Published online Jun 14, 2017. doi: 10.3748/wjg.v23.i22.4016
Peer-review started: January 9, 2017
First decision: March 3, 2017
Revised: March 20, 2017
Accepted: May 4, 2017
Article in press: May 4, 2017
Published online: June 14, 2017
Processing time: 159 Days and 14.5 Hours
Core tip: In this paper, transplant recipient rats were pretreated with bone marrow mesenchymal stem cells (BMMSCs) in advance, and these rats were in a compromised immune state. CXCR3/HO-1 gene modified BMMSCs were injected into recipient rats after small bowel transplantation.

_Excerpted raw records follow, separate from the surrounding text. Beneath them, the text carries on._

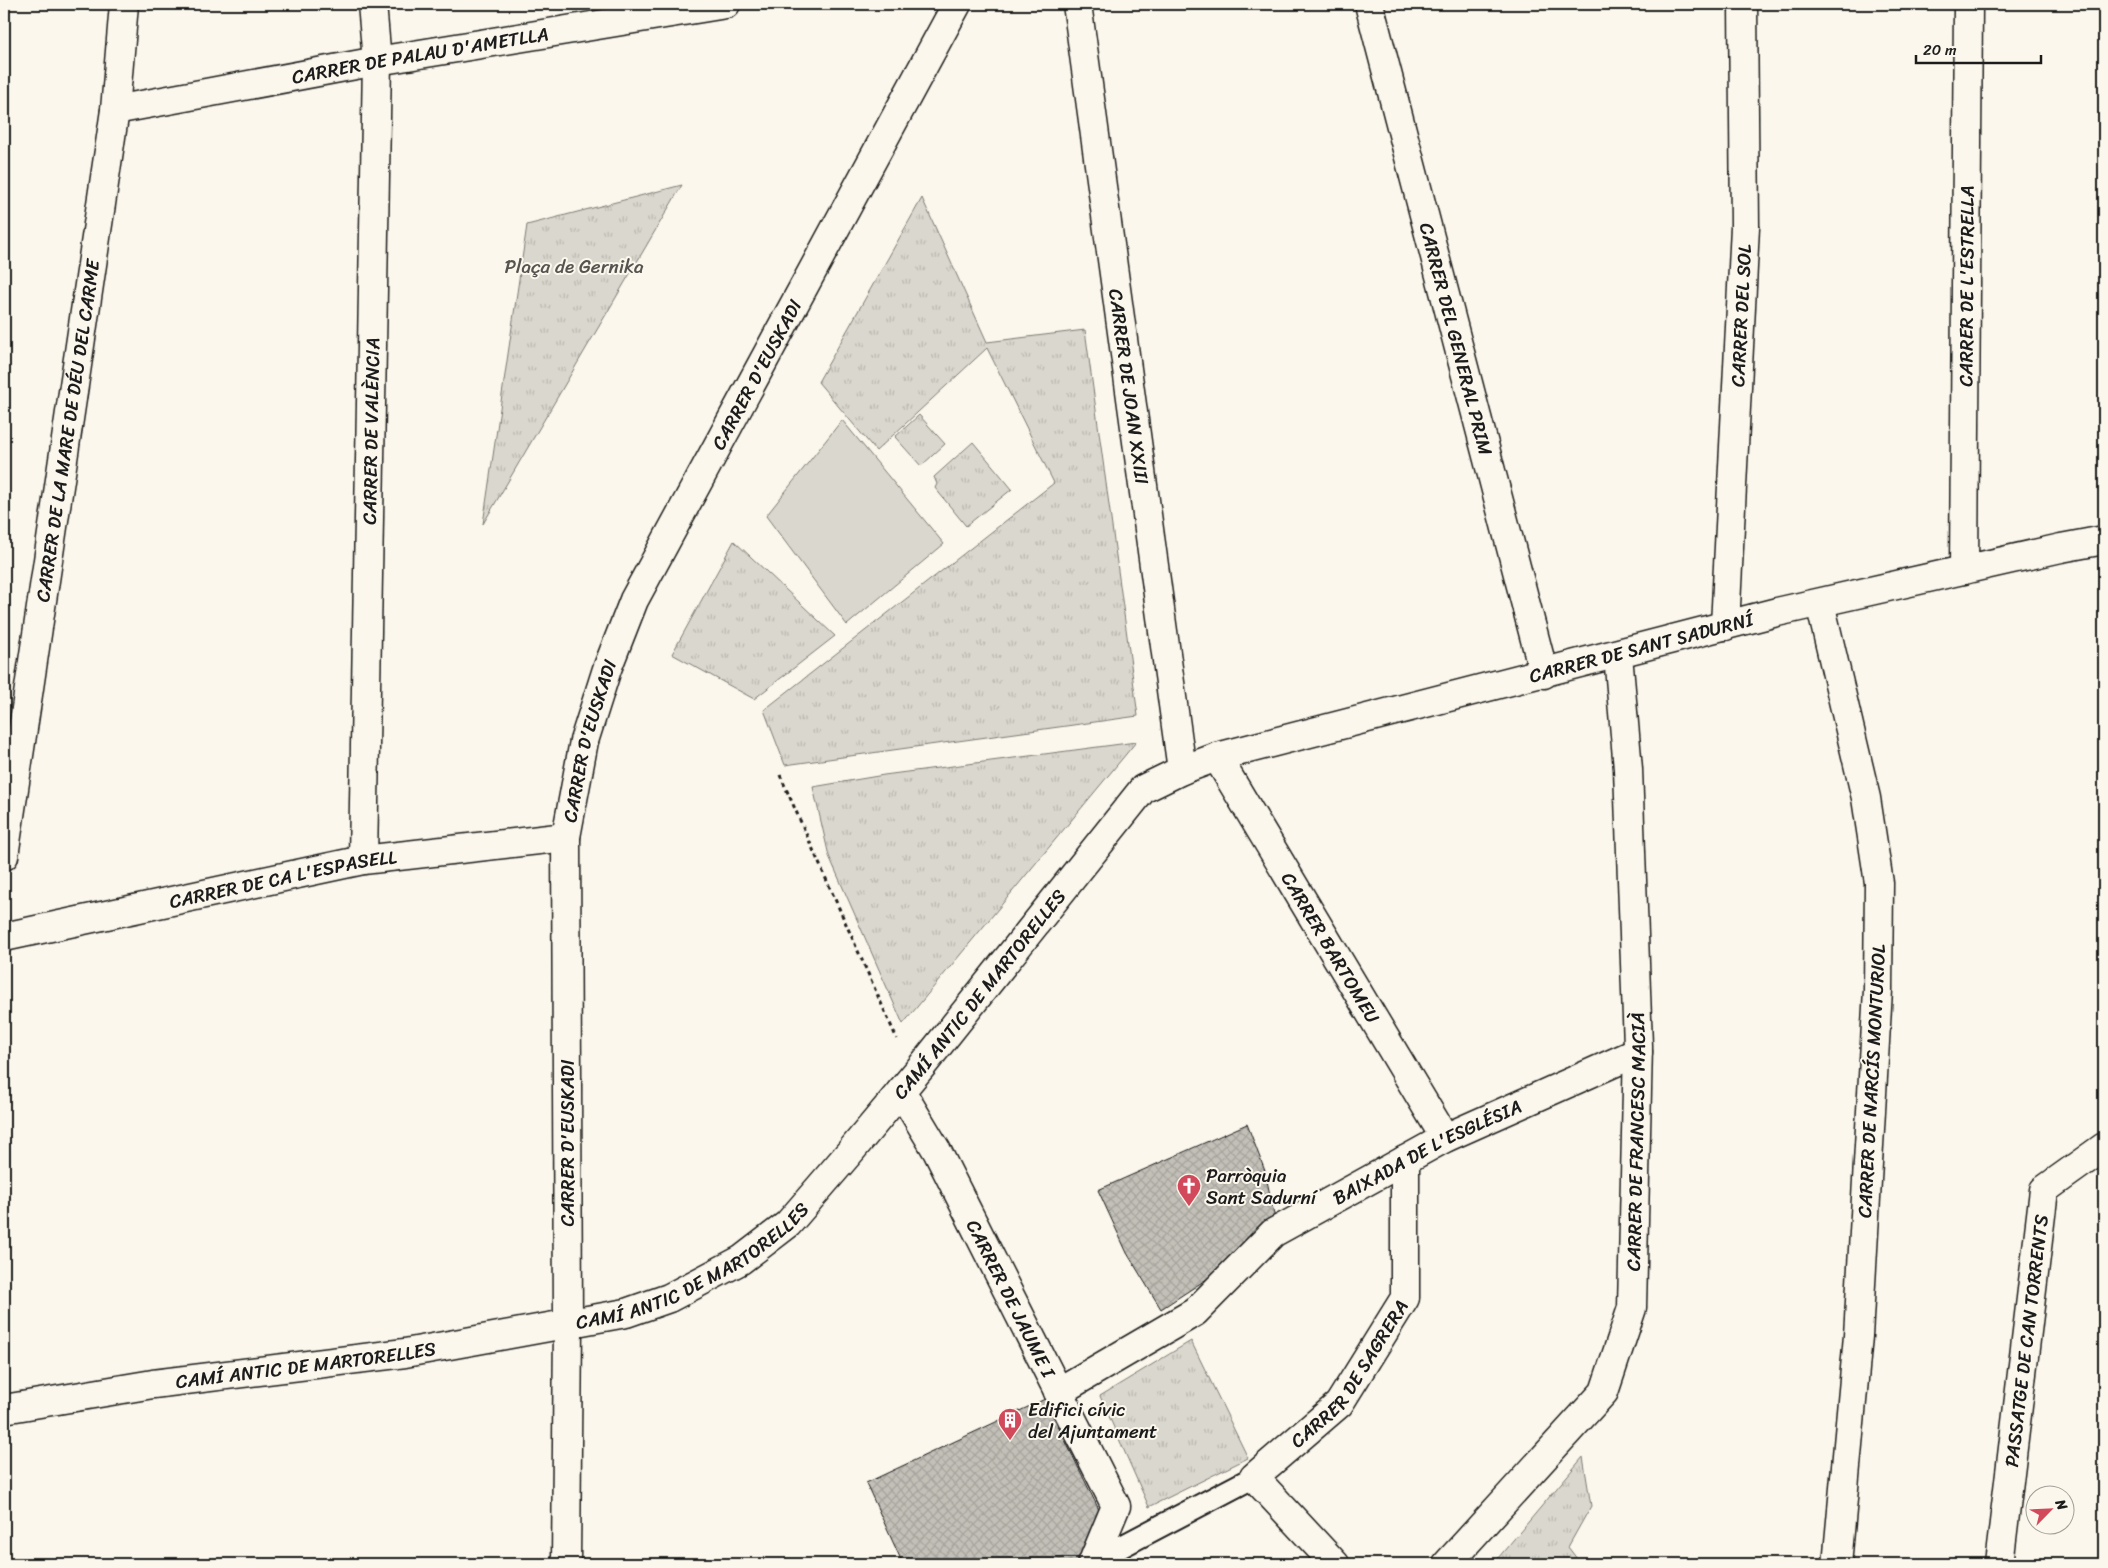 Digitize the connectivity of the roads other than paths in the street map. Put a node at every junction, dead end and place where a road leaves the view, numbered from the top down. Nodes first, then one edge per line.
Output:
1 (124, 4) edge
2 (372, 4) edge
3 (726, 4) edge
4 (957, 4) edge
5 (1077, 4) edge
6 (1369, 4) edge
7 (1744, 4) edge
8 (1968, 4) edge
9 (376, 61) junction
10 (115, 110) junction
11 (2104, 540) edge
12 (1964, 570) junction
13 (1820, 603) junction
14 (1725, 626) junction
15 (1618, 655) junction
16 (1544, 674) junction
17 (1217, 757) junction
18 (1182, 770) junction
19 (566, 837) junction
20 (4, 856) edge
21 (363, 860) junction
22 (4, 938) edge
23 (1638, 1052) junction
24 (907, 1083) junction
25 (1444, 1138) junction
26 (2104, 1147) edge
27 (1405, 1160) junction
28 (568, 1324) junction
29 (1058, 1392) junction
30 (4, 1409) edge
31 (1254, 1476) junction
32 (1093, 1563) edge
33 (566, 1564) edge
34 (1335, 1564) edge
35 (1447, 1564) edge
36 (1837, 1564) edge
37 (1998, 1564) edge

1 - 10 street, CARRER DE LA MARE DE DÉU DEL CARME
2 - 9 street, CARRER DE VALÈNCIA
3 - 9 street, CARRER DE PALAU D'AMETLLA
4 - 19 street, CARRER D'EUSKADI
5 - 18 street, CARRER DE JOAN XXIII
6 - 16 street, CARRER DEL GENERAL PRIM
7 - 14 street, CARRER DEL SOL
8 - 12 street, CARRER DE L'ESTRELLA
9 - 10 street, CARRER DE PALAU D'AMETLLA
9 - 21 street, CARRER DE VALÈNCIA
10 - 20 street, CARRER DE LA MARE DE DÉU DEL CARME
11 - 12 street, CARRER DE SANT SADURNÍ
12 - 13 street, CARRER DE SANT SADURNÍ
13 - 14 street, CARRER DE SANT SADURNÍ
13 - 36 street, CARRER DE NARCÍS MONTURIOL
14 - 15 street, CARRER DE SANT SADURNÍ
15 - 16 street, CARRER DE SANT SADURNÍ
15 - 23 street, CARRER DE FRANCESC MACIÀ
16 - 17 street, CARRER DE SANT SADURNÍ
17 - 18 street, CARRER DE SANT SADURNÍ
17 - 25 street, CARRER BARTOMEU
18 - 24 street, CAMÍ ANTIC DE MARTORELLES
19 - 21 street, CARRER DE CA L'ESPASELL
19 - 28 street, CARRER D'EUSKADI
21 - 22 street, CARRER DE CA L'ESPASELL
23 - 25 street, BAIXADA DE L'ESGLÉSIA
23 - 35 street, CARRER DE FRANCESC MACIÀ
24 - 28 street, CAMÍ ANTIC DE MARTORELLES
24 - 29 street, CARRER DE JAUME I
25 - 27 street, BAIXADA DE L'ESGLÉSIA
26 - 37 street, PASSATGE DE CAN TORRENTS
27 - 29 street, BAIXADA DE L'ESGLÉSIA
27 - 31 street, CARRER DE SAGRERA
28 - 30 street, CAMÍ ANTIC DE MARTORELLES
28 - 33 street, CARRER D'EUSKADI
29 - 32 street, CARRER DE JAUME I
31 - 32 lane
31 - 34 street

The survival time of these rats was significantly prolonged; the number of cells that underwent apoptosis was significantly lower in the CXCR3/HO-1 modified BMMSCs group compared with rats from the HO-1 gene modified BMMSCs group, the native BMMSCs group, and the NS group. Furthermore, the percentage of regulatory T cells was significantly increased. Proinflammatory cytokines (IL-2, IL-6, IL-17, IFN-γ, and TNF-α) were significantly reduced, while anti-inflammatory cytokines (IL-10 and TGF-β) were significantly increased. Our data suggest that BMMSCs modified with the CXCR3 and HO-1 gene can reduce rejection of the small intestine more effectively than HO-1 modified BMMSCs and native BMMSCs.